Problem description: Go through the data below and copy each line where the word "wrist" occurs.

[Images with bounding boxes]
##############################

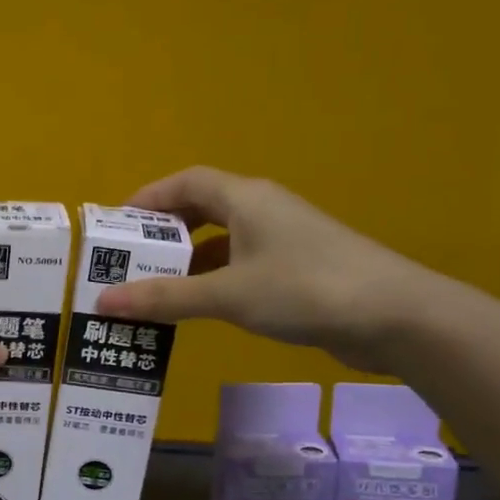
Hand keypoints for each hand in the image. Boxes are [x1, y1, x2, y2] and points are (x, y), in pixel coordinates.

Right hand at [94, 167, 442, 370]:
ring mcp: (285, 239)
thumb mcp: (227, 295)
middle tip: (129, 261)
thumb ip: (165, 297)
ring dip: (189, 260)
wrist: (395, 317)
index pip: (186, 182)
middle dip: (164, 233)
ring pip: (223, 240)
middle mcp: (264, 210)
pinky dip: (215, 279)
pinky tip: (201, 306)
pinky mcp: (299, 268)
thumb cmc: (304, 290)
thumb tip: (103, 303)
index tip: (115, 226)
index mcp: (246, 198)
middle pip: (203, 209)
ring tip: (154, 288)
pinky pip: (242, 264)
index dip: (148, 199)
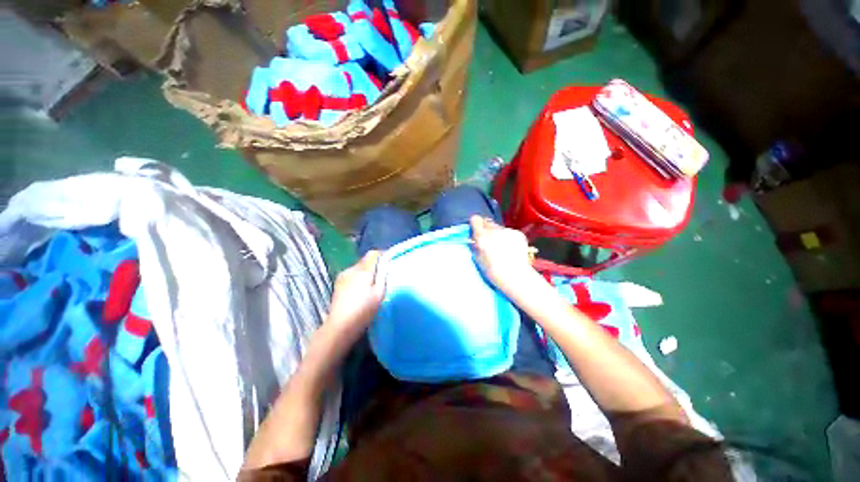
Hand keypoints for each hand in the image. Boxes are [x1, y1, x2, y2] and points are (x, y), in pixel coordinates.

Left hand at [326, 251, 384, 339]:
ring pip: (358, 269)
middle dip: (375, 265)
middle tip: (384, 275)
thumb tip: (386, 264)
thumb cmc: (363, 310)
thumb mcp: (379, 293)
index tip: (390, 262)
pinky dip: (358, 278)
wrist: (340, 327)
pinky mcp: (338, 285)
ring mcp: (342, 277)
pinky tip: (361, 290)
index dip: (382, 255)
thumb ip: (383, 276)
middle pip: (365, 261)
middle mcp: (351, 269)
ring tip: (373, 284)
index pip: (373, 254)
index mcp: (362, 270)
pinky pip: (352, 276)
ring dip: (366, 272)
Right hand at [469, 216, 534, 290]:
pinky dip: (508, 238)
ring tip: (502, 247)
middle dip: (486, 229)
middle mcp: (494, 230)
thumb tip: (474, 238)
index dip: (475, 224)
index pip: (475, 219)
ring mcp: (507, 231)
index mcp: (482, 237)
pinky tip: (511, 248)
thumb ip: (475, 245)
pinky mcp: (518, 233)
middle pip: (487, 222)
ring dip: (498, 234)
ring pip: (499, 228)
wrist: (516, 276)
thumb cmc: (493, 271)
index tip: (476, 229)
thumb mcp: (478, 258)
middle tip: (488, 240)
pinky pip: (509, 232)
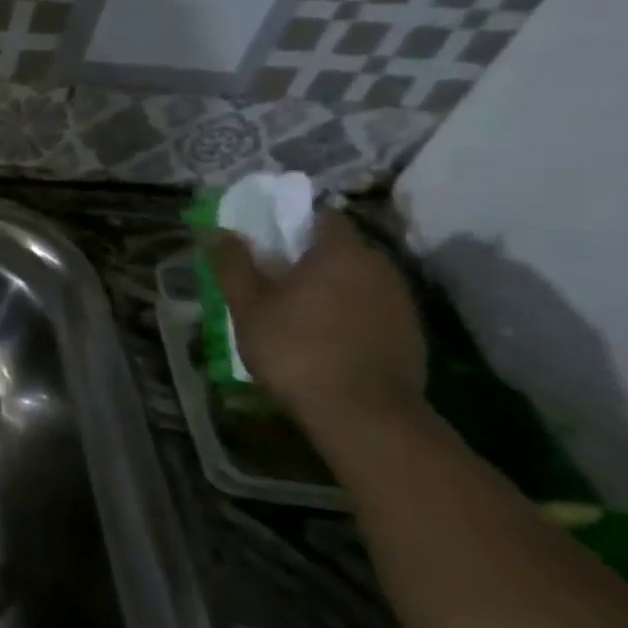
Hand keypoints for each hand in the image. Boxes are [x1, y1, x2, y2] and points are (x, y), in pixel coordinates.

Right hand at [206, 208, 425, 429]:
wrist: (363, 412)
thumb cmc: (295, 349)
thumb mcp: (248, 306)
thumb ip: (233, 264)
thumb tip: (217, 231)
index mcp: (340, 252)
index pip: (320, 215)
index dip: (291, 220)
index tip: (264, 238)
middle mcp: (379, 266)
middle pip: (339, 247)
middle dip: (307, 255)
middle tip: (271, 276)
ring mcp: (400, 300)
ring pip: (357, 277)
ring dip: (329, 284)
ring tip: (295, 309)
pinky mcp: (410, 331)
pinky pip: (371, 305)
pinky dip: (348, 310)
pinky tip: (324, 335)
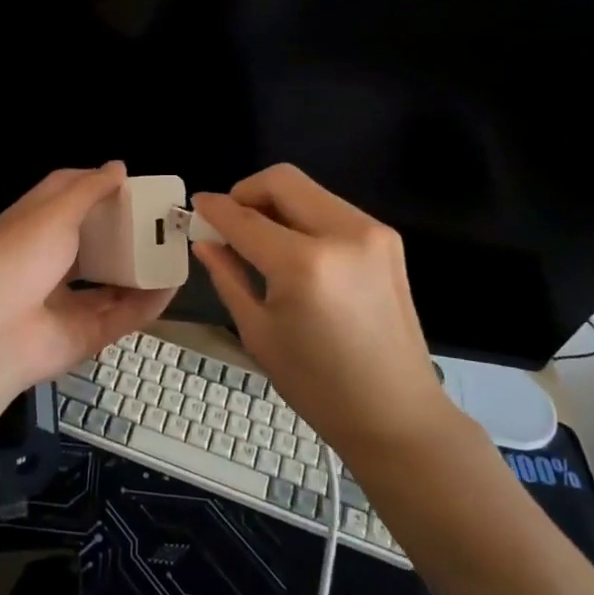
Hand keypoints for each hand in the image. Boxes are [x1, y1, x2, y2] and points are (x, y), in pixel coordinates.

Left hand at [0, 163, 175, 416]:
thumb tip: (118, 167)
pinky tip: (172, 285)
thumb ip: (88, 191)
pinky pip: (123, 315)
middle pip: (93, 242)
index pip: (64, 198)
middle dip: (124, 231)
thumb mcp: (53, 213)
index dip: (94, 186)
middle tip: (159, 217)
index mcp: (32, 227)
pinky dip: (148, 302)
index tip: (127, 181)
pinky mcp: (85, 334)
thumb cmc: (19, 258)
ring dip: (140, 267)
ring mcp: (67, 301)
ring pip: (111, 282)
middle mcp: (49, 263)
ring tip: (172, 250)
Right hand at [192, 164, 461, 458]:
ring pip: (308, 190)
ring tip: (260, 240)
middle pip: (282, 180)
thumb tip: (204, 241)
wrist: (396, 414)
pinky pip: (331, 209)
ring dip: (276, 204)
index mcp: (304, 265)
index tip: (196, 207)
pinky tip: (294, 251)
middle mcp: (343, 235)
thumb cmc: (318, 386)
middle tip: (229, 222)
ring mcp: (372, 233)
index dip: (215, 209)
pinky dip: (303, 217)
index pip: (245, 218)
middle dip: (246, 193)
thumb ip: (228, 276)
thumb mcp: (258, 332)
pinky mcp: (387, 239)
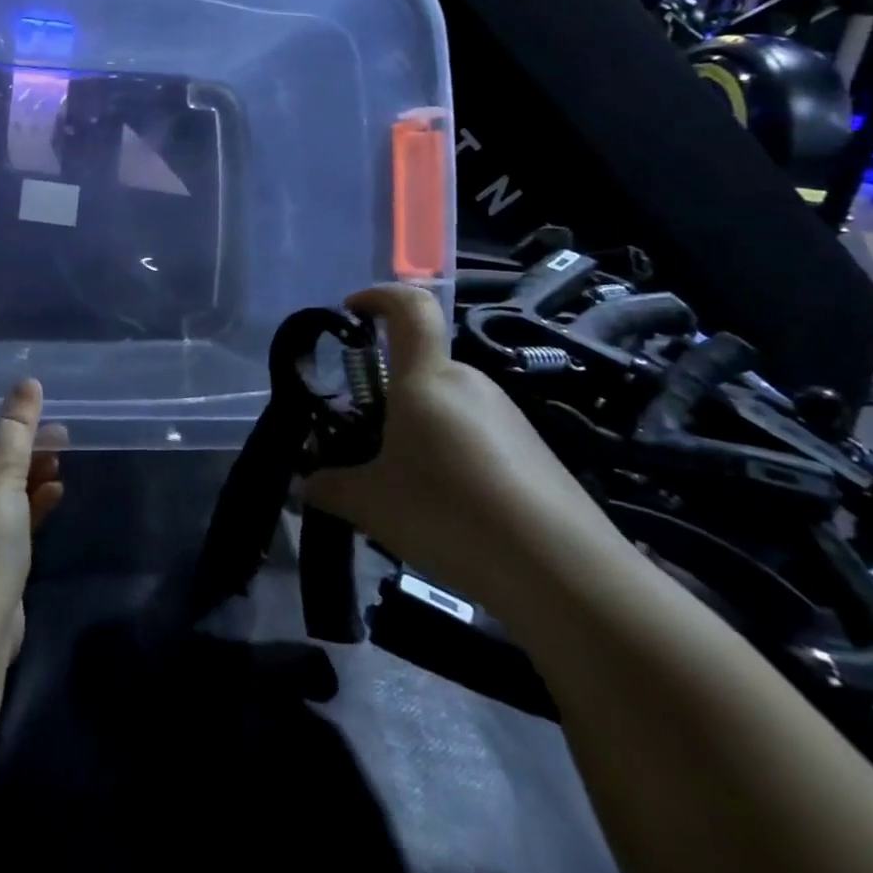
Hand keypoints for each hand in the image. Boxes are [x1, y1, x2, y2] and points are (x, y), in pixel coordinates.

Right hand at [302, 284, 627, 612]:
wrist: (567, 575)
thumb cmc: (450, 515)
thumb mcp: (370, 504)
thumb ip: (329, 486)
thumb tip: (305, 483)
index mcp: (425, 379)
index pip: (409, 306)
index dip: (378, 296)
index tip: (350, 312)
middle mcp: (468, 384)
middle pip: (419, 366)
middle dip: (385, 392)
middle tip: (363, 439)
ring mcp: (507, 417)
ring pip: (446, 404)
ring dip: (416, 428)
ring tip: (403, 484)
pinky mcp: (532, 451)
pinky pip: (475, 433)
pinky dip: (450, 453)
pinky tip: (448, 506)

##############################

Reply:
wrist: (395, 317)
wrist: (340, 327)
wrist: (516, 276)
wrist: (363, 412)
wrist: (396, 414)
wrist: (567, 575)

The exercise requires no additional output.